That's Black Ops 3 announced then. Not World at War 2, as some Internet Bastards had tried to make people believe, or even Big Red One 2, which is probably good as people may have thought it was a football game or something.
Instead, it's back to the grungy alternate drone-filled future in Black Ops 3, which – if the blurb that has been released is anything to go by – will be another dour journey into the world of men doing gruff man stuff, but with TECHNOLOGY. Sigh.
I mean, just read this brief synopsis. Read the words aloud, in a clear voice. In fact, read it like trailer voice over man. "A dark, twisted future where a new breed of Black Ops soldier emerges and the lines are blurred between our own humanity and the technology we created to stay ahead, in a world where cutting-edge military robotics define warfare." It sounds like something a bored 14 year old would doodle in the back of a textbook just after lunch during a particularly boring Wednesday afternoon RE lesson.
I know what you're thinking: every Call of Duty is like this, Steve. You could use that same blurb to describe Call of Duty: Advanced Warfare, a game you really liked, allegedly. Well, yes. That's the point. Treyarch had a chance to move away from the future tech stuff with its latest game, mainly because Advanced Warfare did it so much better than Black Ops 2. Do we really need two future-set Call of Duty games?
There was a feeling, in this office at least, that Sledgehammer had rather stolen the Blops developer's thunder with its last game, incorporating exotic tech and weaponry while not moving too far away from the CoD base. It worked so well that I – and others – wondered where Treyarch would go. Surely they wouldn't bring Kenny Powers and co back for another run at a setting that another dev in the same franchise had already nailed?
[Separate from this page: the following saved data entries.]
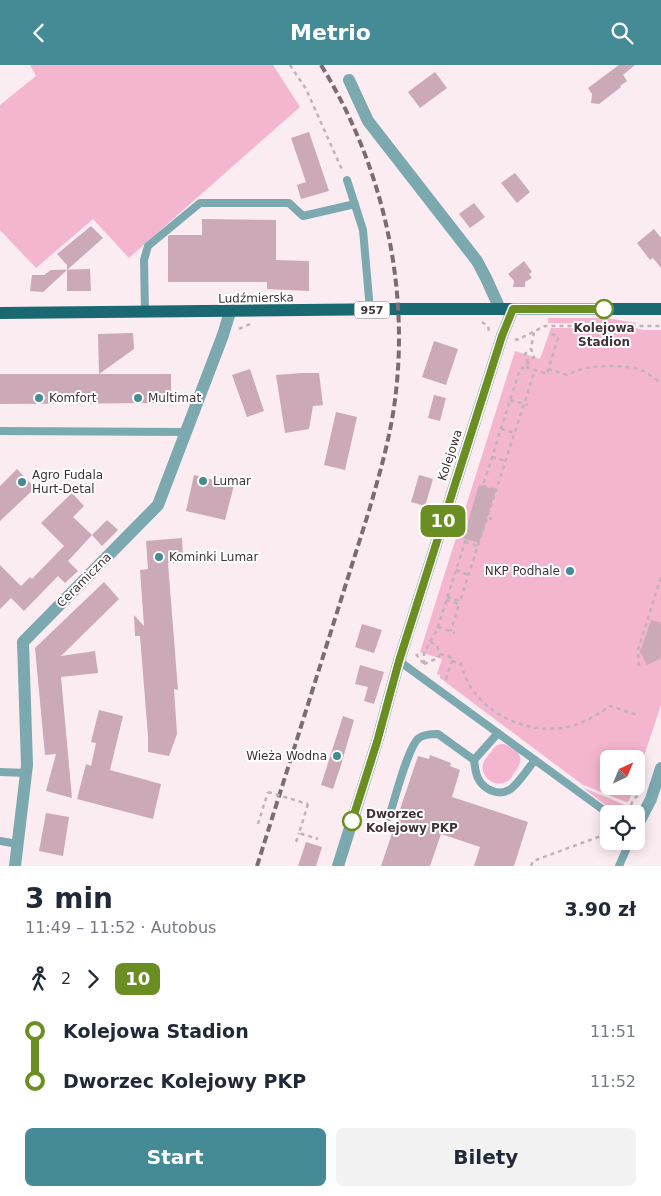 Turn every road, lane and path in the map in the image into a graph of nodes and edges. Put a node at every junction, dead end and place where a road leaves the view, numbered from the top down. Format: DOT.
graph roads {
  1 [pos="290,65"];
  2 [pos="349,80"];
  3 [pos="347,180"];
  4 [pos="355,204"];
  5 [pos="500,309"];
  6 [pos="513,309"];
  7 [pos="661,309"];
  8 [pos="370,310"];
  9 [pos="146,312"];
  10 [pos="230,312"];
  11 [pos="0,313"];
  12 [pos="475,322"];
  13 [pos="252,323"];
  14 [pos="661,326"];
  15 [pos="534,331"];
  16 [pos="551,334"];
  17 [pos="223,335"];
  18 [pos="502,336"];
  19 [pos="531,349"];
  20 [pos="527,365"];
  21 [pos="548,369"];
  22 [pos="534,370"];
  23 [pos="661,383"];
  24 [pos="510,401"];
  25 [pos="526,405"];
  26 [pos="501,429"];
  27 [pos="0,431"];
  28 [pos="186,433"];
  29 [pos="515,433"];
  30 [pos="492,457"];
  31 [pos="506,461"];
  32 [pos="483,486"];
  33 [pos="496,490"];
  34 [pos="474,514"];
  35 [pos="487,518"];
  36 [pos="492,519"];
  37 [pos="465,542"];
  38 [pos="478,546"];
  39 [pos="456,571"];
  40 [pos="468,575"];
  41 [pos="661,577"];
  42 [pos="447,599"];
  43 [pos="438,627"];
  44 [pos="451,631"];
  45 [pos="455,633"];
  46 [pos="431,642"];
  47 [pos="440,654"];
  48 [pos="399,661"];
  49 [pos="452,661"];
  50 [pos="639,666"];
  51 [pos="442,677"];
  52 [pos="638,715"];
  53 [pos="498,733"];
  54 [pos="535,760"];
  55 [pos="474,761"];
  56 [pos="661,768"];
  57 [pos="0,772"];
  58 [pos="26,773"];
  59 [pos="600,807"];
  60 [pos="645,811"];
  61 [pos="389,817"];
  62 [pos="258,824"];
  63 [pos="299,833"];
  64 [pos="600,836"];
  65 [pos="318,839"];
  66 [pos="0,841"];
  67 [pos="296,842"];
  68 [pos="18,845"];
  69 [pos="626,850"];
  70 [pos="16,866"];
  71 [pos="338,866"];
  72 [pos="531,866"];
  73 [pos="619,866"];
  1 -- 3 [label="path"];
  2 -- 5 [label="street"];
  3 -- 4 [label="lane"];
  4 -- 8 [label="lane"];
  4 -- 9 [label="lane"];
  5 -- 6 [label="main road, Ludźmierska / 957"];
  5 -- 8 [label="main road, Ludźmierska / 957"];
  6 -- 7 [label="main road, 957"];
  6 -- 18 [label="street, Kolejowa"];
  8 -- 10 [label="main road, Ludźmierska / 957"];
  9 -- 10 [label="main road, Ludźmierska / 957"];
  9 -- 11 [label="main road, Ludźmierska / 957"];
  10 -- 17 [label="street, Ceramiczna"];
  12 -- 18 [label="path"];
  13 -- 17 [label="path"];
  14 -- 15 [label="path"];
  15 -- 18 [label="path"];
  15 -- 19 [label="path"];
  16 -- 21 [label="path"];
  17 -- 28 [label="street, Ceramiczna"];
  18 -- 48 [label="street, Kolejowa"];
  19 -- 20 [label="path"];
  19 -- 20 [label="path"];
  20 -- 22 [label="path"];
  20 -- 24 [label="path"];
  21 -- 22 [label="path"];
  21 -- 23 [label="path"];
  22 -- 25 [label="path"];
  24 -- 25 [label="path"];
  24 -- 26 [label="path"];
  25 -- 29 [label="path"];
  26 -- 29 [label="path"];
  26 -- 30 [label="path"];
  27 -- 28 [label="lane"];
  28 -- 58 [label="street, Ceramiczna"];
  29 -- 31 [label="path"];
  30 -- 31 [label="path"];
  30 -- 32 [label="path"];
  31 -- 33 [label="path"];
  32 -- 33 [label="path"];
  32 -- 34 [label="path"];
  33 -- 35 [label="path"];
  34 -- 35 [label="path"];
  34 -- 37 [label="path"];
  35 -- 36 [label="path"];
  35 -- 38 [label="path"];
  37 -- 38 [label="path"];
  37 -- 39 [label="path"];
  38 -- 40 [label="path"];
  39 -- 40 [label="path"];
  39 -- 42 [label="path"];
  40 -- 42 [label="path"];
  41 -- 50 [label="path"];
  42 -- 43 [label="path"];
  42 -- 44 [label="path"];
  43 -- 44 [label="path"];
  43 -- 46 [label="path"];
  44 -- 45 [label="path"];
  46 -- 47 [label="path"];
  46 -- 47 [label="path"];
  47 -- 49 [label="path"];
  48 -- 53 [label="lane"];
  48 -- 71 [label="street, Kolejowa"];
  49 -- 51 [label="path"];
  49 -- 52 [label="path"];
  53 -- 54 [label="lane"];
  53 -- 55 [label="lane"];
  54 -- 55 [label="lane"];
  54 -- 59 [label="lane"];
  55 -- 61 [label="lane"];
  56 -- 60 [label="street"];
  57 -- 58 [label="lane"];
  58 -- 68 [label="street, Ceramiczna"];
  62 -- 63 [label="path, bridge"];
  63 -- 65 [label="path"];
  63 -- 67 [label="path"];
  64 -- 72 [label="path"];
  66 -- 68 [label="lane"];
  68 -- 70 [label="street, Ceramiczna"];
  69 -- 73 [label="lane"];
}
Especially as, well, Blops 2 was a bit crap. Multiplayer was OK, if a little too gadget heavy for me. But the single-player was insane bullshit: Manuel Noriega was in it, a man got his kneecaps blown off and survived, one of the main characters was inexplicably 102 years old, and at one point you turned into the Predator.
It just didn't come anywhere close to the original Black Ops' mix of intriguing historical settings and elaborate set pieces. Yeah, that game had a scene where you demanded a man talk before putting glass in his mouth and smashing it, and you had an imaginary best friend who killed people, kind of. But it used its (particularly Southeast Asian) backdrops well, and it actually felt like you could have perhaps been on, um, some actual black ops.
What is Blops' USP these days? It's not really the ops, as without the historical theme they feel like they could be from any Call of Duty (and Advanced Warfare and Blops 2 seemed to share some overlap, especially the aircraft carrier mission). It's not the future stuff, because Sledgehammer is doing that now. Would Treyarch have been better off returning to World War II?
Perhaps. WWII games tired themselves out last generation, with Treyarch's own World at War being the last true big one. But, arguably, people are nearly as bored with contemporary/future shooting as they were with fighting it out on France's beaches. Granted, you'll have to lose the exo-suits, unless you wanted mecha-Hitler, and I'm not sure if that flies this days. But if a change is as good as a rest, then it was always an option.
We'll have to see what happens at the reveal and beyond, of course, to find out what Treyarch has planned for Blops 3. The studio has proven itself more than capable in the past: the original Blops is my favourite of any of the Call of Duty games, and Wager Matches were an excellent addition that should have been built upon more than they were.
Zombies, too, will pull in the fans no matter what. And, frankly, CoD still has a lot to offer. People who are down on it just because it's a) CoD and b) popular can get into the ground, or go back to playing Arma 3 or Battlefield or chess or whatever. It has its problems, of course: with the community, with balancing, with secret shots that kill you around corners. All that nonsense. Most multiplayer games do. That doesn't dampen the core game's greatness, but two secret mech games in one franchise may be one too many.